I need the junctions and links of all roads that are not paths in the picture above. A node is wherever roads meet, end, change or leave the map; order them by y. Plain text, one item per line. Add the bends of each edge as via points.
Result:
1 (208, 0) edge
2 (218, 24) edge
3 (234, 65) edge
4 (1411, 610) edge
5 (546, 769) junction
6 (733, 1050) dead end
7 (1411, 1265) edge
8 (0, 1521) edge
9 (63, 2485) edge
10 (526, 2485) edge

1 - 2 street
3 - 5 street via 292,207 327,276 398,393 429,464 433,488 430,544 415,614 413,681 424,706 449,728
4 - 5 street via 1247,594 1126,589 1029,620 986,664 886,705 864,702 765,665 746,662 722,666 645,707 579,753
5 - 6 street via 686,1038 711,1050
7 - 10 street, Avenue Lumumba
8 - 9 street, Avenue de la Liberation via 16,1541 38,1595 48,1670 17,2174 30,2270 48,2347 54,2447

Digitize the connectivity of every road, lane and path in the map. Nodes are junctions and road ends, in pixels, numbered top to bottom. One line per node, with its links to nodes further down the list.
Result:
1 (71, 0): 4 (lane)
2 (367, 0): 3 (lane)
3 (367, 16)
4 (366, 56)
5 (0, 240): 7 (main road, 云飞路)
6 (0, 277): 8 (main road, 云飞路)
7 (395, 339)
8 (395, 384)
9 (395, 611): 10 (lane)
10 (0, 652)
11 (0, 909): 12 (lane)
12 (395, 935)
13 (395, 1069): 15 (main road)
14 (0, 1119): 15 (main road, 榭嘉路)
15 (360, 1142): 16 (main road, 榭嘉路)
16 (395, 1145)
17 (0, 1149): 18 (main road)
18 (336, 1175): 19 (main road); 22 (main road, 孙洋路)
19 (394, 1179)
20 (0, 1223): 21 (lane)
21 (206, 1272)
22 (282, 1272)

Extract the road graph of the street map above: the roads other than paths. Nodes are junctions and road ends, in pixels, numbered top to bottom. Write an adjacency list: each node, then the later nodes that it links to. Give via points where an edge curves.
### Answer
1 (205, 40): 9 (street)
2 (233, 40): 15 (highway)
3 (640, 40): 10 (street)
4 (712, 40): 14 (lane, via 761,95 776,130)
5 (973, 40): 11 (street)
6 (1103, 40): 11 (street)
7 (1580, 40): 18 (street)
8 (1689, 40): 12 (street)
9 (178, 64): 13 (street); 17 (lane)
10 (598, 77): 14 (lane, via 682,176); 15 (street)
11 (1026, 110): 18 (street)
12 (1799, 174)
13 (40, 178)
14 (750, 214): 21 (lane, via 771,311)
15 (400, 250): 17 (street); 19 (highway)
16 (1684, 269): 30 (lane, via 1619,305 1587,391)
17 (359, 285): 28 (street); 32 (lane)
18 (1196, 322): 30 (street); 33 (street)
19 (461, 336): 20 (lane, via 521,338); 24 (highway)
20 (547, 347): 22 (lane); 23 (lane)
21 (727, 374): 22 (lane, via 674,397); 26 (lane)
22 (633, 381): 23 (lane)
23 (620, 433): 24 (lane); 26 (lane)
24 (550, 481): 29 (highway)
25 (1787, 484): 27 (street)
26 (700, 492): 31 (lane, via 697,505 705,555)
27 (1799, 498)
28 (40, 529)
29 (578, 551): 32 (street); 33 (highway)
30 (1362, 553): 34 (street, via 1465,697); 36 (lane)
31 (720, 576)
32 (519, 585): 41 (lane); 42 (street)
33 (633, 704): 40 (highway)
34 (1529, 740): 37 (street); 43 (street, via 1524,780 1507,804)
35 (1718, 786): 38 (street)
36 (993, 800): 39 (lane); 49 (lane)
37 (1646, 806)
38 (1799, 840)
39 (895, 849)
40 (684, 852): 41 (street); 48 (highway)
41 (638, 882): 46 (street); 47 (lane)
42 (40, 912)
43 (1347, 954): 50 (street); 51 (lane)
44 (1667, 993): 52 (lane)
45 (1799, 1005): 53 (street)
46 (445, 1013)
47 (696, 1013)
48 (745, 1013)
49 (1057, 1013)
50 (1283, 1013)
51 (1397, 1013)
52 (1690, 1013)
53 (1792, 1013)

▶ _What to do_: From the first line to the last, write out the listing exactly.

▶ _Response to this task_:
I need the junctions and links of all roads that are not paths in the picture above. A node is wherever roads meet, end, change or leave the map; order them by y. Plain text, one item per line. Add the bends of each edge as via points.
Result:
1 (208, 0) edge
2 (218, 24) edge
3 (234, 65) edge
4 (1411, 610) edge
5 (546, 769) junction
6 (733, 1050) dead end
7 (1411, 1265) edge
8 (0, 1521) edge
9 (63, 2485) edge
10 (526, 2485) edge

1 - 2 street
3 - 5 street via 292,207 327,276 398,393 429,464 433,488 430,544 415,614 413,681 424,706 449,728
4 - 5 street via 1247,594 1126,589 1029,620 986,664 886,705 864,702 765,665 746,662 722,666 645,707 579,753
5 - 6 street via 686,1038 711,1050
7 - 10 street, Avenue Lumumba
8 - 9 street, Avenue de la Liberation via 16,1541 38,1595 48,1670 17,2174 30,2270 48,2347 54,2447

Digitize the connectivity of every road, lane and path in the map. Nodes are junctions and road ends, in pixels, numbered top to bottom. One line per node, with its links to nodes further down the list.
Result:
1 (71, 0): 4 (lane)
2 (367, 0): 3 (lane)
3 (367, 16)
4 (366, 56)
5 (0, 240): 7 (main road, 云飞路)
6 (0, 277): 8 (main road, 云飞路)
7 (395, 339)
8 (395, 384)
9 (395, 611): 10 (lane)
10 (0, 652)
11 (0, 909): 12 (lane)
12 (395, 935)
13 (395, 1069): 15 (main road)
14 (0, 1119): 15 (main road, 榭嘉路)
15 (360, 1142): 16 (main road, 榭嘉路)
16 (395, 1145)
17 (0, 1149): 18 (main road)
18 (336, 1175): 19 (main road); 22 (main road, 孙洋路)
19 (394, 1179)
20 (0, 1223): 21 (lane)
21 (206, 1272)
22 (282, 1272)

Extract the road graph of the street map above: the roads other than paths. Nodes are junctions and road ends, in pixels, numbered top to bottom. Write an adjacency list: each node, then the later nodes that it links to. Give via points where an edge curves.
### Answer
1 (205, 40): 9 (street)
2 (233, 40): 15 (highway)
3 (640, 40): 10 (street)
4 (712, 40): 14 (lane, via 761,95 776,130)
5 (973, 40): 11 (street)
6 (1103, 40): 11 (street)
7 (1580, 40): 18 (street)
8 (1689, 40): 12 (street)
9 (178, 64): 13 (street); 17 (lane)
10 (598, 77): 14 (lane, via 682,176); 15 (street)
11 (1026, 110): 18 (street)
12 (1799, 174)
13 (40, 178)
14 (750, 214): 21 (lane, via 771,311)
15 (400, 250): 17 (street); 19 (highway)
16 (1684, 269): 30 (lane, via 1619,305 1587,391)
17 (359, 285): 28 (street); 32 (lane)
18 (1196, 322): 30 (street); 33 (street)
19 (461, 336): 20 (lane, via 521,338); 24 (highway)
20 (547, 347): 22 (lane); 23 (lane)
21 (727, 374): 22 (lane, via 674,397); 26 (lane)
22 (633, 381): 23 (lane)
23 (620, 433): 24 (lane); 26 (lane)
24 (550, 481): 29 (highway)
25 (1787, 484): 27 (street)
26 (700, 492): 31 (lane, via 697,505 705,555)
27 (1799, 498)
28 (40, 529)
29 (578, 551): 32 (street); 33 (highway)
30 (1362, 553): 34 (street, via 1465,697); 36 (lane)
31 (720, 576)
32 (519, 585): 41 (lane); 42 (street)
33 (633, 704): 40 (highway)
34 (1529, 740): 37 (street); 43 (street, via 1524,780 1507,804)
35 (1718, 786): 38 (street)
36 (993, 800): 39 (lane); 49 (lane)
37 (1646, 806)
38 (1799, 840)
39 (895, 849)
40 (684, 852): 41 (street); 48 (highway)
41 (638, 882): 46 (street); 47 (lane)
42 (40, 912)
43 (1347, 954): 50 (street); 51 (lane)
44 (1667, 993): 52 (lane)
45 (1799, 1005): 53 (street)
46 (445, 1013)
47 (696, 1013)
48 (745, 1013)
49 (1057, 1013)
50 (1283, 1013)
51 (1397, 1013)
52 (1690, 1013)
53 (1792, 1013)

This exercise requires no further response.